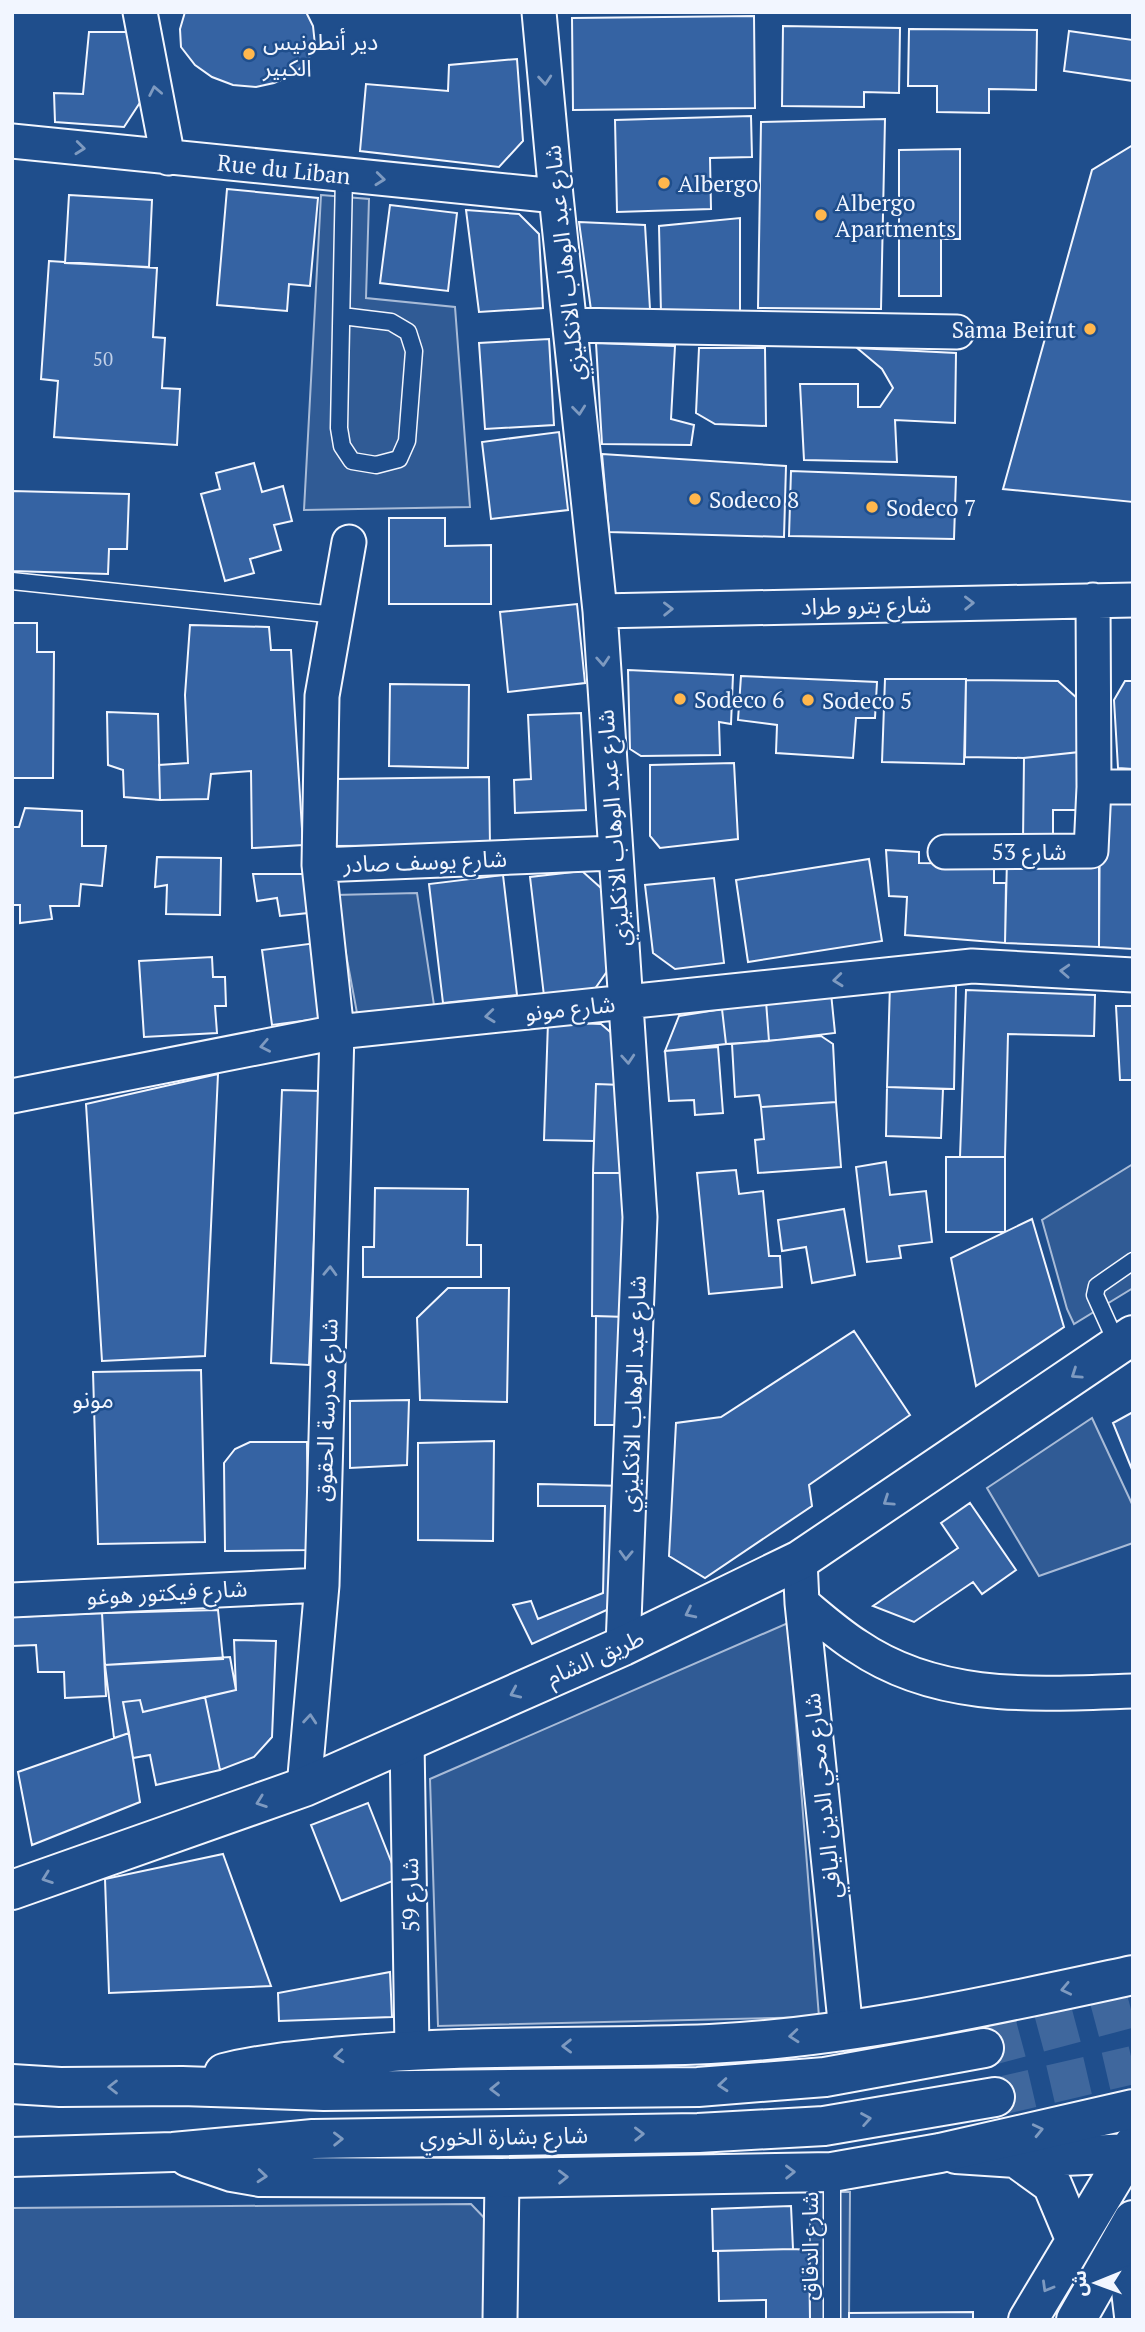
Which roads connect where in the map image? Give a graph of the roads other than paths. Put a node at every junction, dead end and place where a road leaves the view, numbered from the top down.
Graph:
1 (140, 12) edge
2 (540, 12) edge
3 (12, 141) edge
4 (168, 158) junction
5 (344, 175) junction
6 (556, 196) junction
7 (342, 316) junction
8 (570, 325) junction
9 (957, 332) dead end
10 (349, 542) dead end
11 (12, 581) edge
12 (1093, 600) junction
13 (1133, 600) edge
14 (600, 611) junction
15 (336, 615) junction
16 (1094, 787) junction
17 (1133, 787) edge
18 (945, 852) dead end
19 (615, 853) junction
20 (319, 864) junction
21 (1133, 975) edge
22 (625, 1002) junction
23 (337, 1032) junction
24 (12, 1096) edge
25 (1133, 1261) edge
26 (1125, 1341) edge
27 (800, 1560) junction
28 (322, 1584) junction
29 (12, 1600) edge
30 (802, 1603) junction
31 (622, 1646) junction
32 (1133, 1690) edge
33 (407, 1741) junction
34 (303, 1787) junction
35 (12, 1890) edge
36 (1133, 1975) edge
37 (846, 2031) junction
38 (984, 2048) tunnel mouth
39 (412, 2049) junction
40 (12, 2084) edge
41 (182, 2085) junction
42 (995, 2097) tunnel mouth
43 (1133, 2109) edge
44 (1131, 2150) edge
45 (173, 2152) junction
46 (940, 2153) junction
47 (12, 2157) edge
48 (1016, 2158) junction
49 (832, 2172) junction
50 (502, 2178) junction
51 (1128, 2228) edge
52 (1075, 2239) junction
53 (500, 2320) edge
54 (832, 2320) edge
55 (1028, 2320) edge
56 (1076, 2320) edge
57 (1132, 2320) edge

4 -> 1 street
2 -> 6 street, شارع عبد الوهاب الانكليزي
3 -> 4 street, Rue du Liban
4 - 5 street, Rue du Liban
5 -> 6 street, Rue du Liban
5 - 7 lane
6 - 8 street, شارع عبد الوهاب الانكليزي
7 - 7 lane
8 - 9 street
8 -> 14 street, شارع عبد الوهاب الانكليزي
10 - 15 street
11 - 15 lane
12 - 13 street, شارع بترو طراد
14 -> 12 street, شارع بترو طراد
12 - 16 street, شارع 53
14 -> 19 street, شارع عبد الوهاب الانكليزي
15 - 20 street
16 - 17 street
16 - 18 street, شارع 53
19 - 20 street, شارع يوسف صادر
19 - 22 street, شارع عبد الوهاب الانكليزي
20 - 23 street, شارع يوسف صادر
21 -> 22 street, شارع مونو
22 -> 23 street, شارع مونو
22 -> 31 street, شارع عبد الوهاب الانكليزي
23 -> 24 street, شارع مونو
28 -> 23 street, شارع مدرسة الحقوق
25 - 26 lane
26 -> 27 main road, طريق الشام
27 - 30 street, شارع محي الدين اليافي
27 -> 31 main road, طريق الشام
28 - 29 street, شارع فيكتور هوغو
34 -> 28 street, شارع مدرسة الحقوق
30 - 32 street
30 - 37 street, شارع محي الدين اليافي
31 -> 33 main road, طريق الشام
33 - 34 main road, طريق الشام
33 - 39 street, شارع 59
34 -> 35 main road, طريق الشام
36 -> 37 main road
37 -> 39 main road
38 -> 41 main road, شارع بشارة الخوري
39 -> 41 main road
41 -> 40 main road, شارع بشارة الخوري
45 -> 42 main road, شارع بشارة الخوري
46 -> 43 main road
44 - 48 main road
44 - 52 main road
45 - 47 main road, شارع بشارة الخوري
45 -> 50 main road
46 - 48 main road
46 - 49 main road
48 - 52 main road
50 -> 49 main road
49 - 54 lane, شارع الدقاق
50 - 53 street
51 - 56 main road
51 - 57 street
52 -> 55 main road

********

** TASK TO COMPLETE **
Each line that holds the word "الانكليزي" should be extracted from the records.

** SOLVED PROBLEM **
2 -> 6 street, شارع عبد الوهاب الانكليزي
6 - 8 street, شارع عبد الوهاب الانكليزي
8 -> 14 street, شارع عبد الوهاب الانكليزي
14 -> 19 street, شارع عبد الوهاب الانكليزي
19 - 22 street, شارع عبد الوهاب الانكليزي
22 -> 31 street, شارع عبد الوهاب الانكليزي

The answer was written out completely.